• SOURCE RECORDS:

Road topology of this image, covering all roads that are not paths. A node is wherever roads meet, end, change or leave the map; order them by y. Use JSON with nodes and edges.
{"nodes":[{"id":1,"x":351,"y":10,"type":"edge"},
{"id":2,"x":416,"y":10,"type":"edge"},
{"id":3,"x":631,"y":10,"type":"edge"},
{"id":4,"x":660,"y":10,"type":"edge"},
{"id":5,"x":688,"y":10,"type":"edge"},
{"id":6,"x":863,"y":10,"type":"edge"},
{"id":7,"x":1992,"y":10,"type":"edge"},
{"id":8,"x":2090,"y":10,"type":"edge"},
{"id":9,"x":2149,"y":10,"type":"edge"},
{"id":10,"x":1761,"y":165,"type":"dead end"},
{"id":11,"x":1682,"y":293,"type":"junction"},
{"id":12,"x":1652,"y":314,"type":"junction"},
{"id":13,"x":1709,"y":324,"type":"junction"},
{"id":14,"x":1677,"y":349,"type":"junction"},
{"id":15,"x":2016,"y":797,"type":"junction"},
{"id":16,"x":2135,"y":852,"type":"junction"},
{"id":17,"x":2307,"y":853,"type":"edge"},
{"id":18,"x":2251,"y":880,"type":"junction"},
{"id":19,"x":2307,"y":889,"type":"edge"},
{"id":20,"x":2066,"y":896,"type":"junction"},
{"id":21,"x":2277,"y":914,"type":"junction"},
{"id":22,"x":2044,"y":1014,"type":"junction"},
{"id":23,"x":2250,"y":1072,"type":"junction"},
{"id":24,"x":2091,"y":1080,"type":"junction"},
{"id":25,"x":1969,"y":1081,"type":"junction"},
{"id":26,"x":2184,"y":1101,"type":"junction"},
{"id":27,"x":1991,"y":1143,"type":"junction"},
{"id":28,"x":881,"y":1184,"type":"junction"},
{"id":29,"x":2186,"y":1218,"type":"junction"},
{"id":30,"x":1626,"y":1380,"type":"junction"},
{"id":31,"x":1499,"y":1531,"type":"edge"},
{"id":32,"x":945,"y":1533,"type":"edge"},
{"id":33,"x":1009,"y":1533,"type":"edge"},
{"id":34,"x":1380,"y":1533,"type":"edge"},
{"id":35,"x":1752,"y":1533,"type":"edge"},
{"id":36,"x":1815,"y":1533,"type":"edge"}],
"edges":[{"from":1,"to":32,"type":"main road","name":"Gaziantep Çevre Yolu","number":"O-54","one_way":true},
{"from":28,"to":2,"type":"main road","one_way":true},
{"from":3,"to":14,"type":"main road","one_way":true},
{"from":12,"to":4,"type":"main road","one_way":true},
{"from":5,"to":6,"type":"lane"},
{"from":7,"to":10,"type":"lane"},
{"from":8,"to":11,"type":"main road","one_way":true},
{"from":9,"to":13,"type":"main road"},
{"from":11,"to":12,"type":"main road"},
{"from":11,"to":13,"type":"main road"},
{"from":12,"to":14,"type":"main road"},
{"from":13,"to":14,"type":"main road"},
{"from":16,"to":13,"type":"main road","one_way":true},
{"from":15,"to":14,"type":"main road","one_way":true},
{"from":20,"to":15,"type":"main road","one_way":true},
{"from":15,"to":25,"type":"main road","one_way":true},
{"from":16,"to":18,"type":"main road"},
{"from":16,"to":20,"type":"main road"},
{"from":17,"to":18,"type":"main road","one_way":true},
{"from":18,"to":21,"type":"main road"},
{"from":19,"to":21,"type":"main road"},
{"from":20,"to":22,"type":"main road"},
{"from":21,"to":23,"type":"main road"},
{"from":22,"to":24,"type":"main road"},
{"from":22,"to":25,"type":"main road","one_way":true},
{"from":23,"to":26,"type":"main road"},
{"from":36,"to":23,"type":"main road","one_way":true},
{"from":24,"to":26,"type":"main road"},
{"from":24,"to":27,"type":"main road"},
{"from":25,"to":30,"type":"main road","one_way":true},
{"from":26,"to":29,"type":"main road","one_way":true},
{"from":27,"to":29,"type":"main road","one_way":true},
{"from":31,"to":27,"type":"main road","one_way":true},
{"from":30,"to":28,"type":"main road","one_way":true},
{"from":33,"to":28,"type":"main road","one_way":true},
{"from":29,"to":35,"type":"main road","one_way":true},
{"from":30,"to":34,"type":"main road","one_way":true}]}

• TASK STATEMENT:
Copy here each line of the preceding records with "nodes" in it.

• SOLUTION TO THIS EXERCISE:
Road topology of this image, covering all roads that are not paths. A node is wherever roads meet, end, change or leave the map; order them by y. Use JSON with nodes and edges.
{"nodes":[{"id":1,"x":351,"y":10,"type":"edge"},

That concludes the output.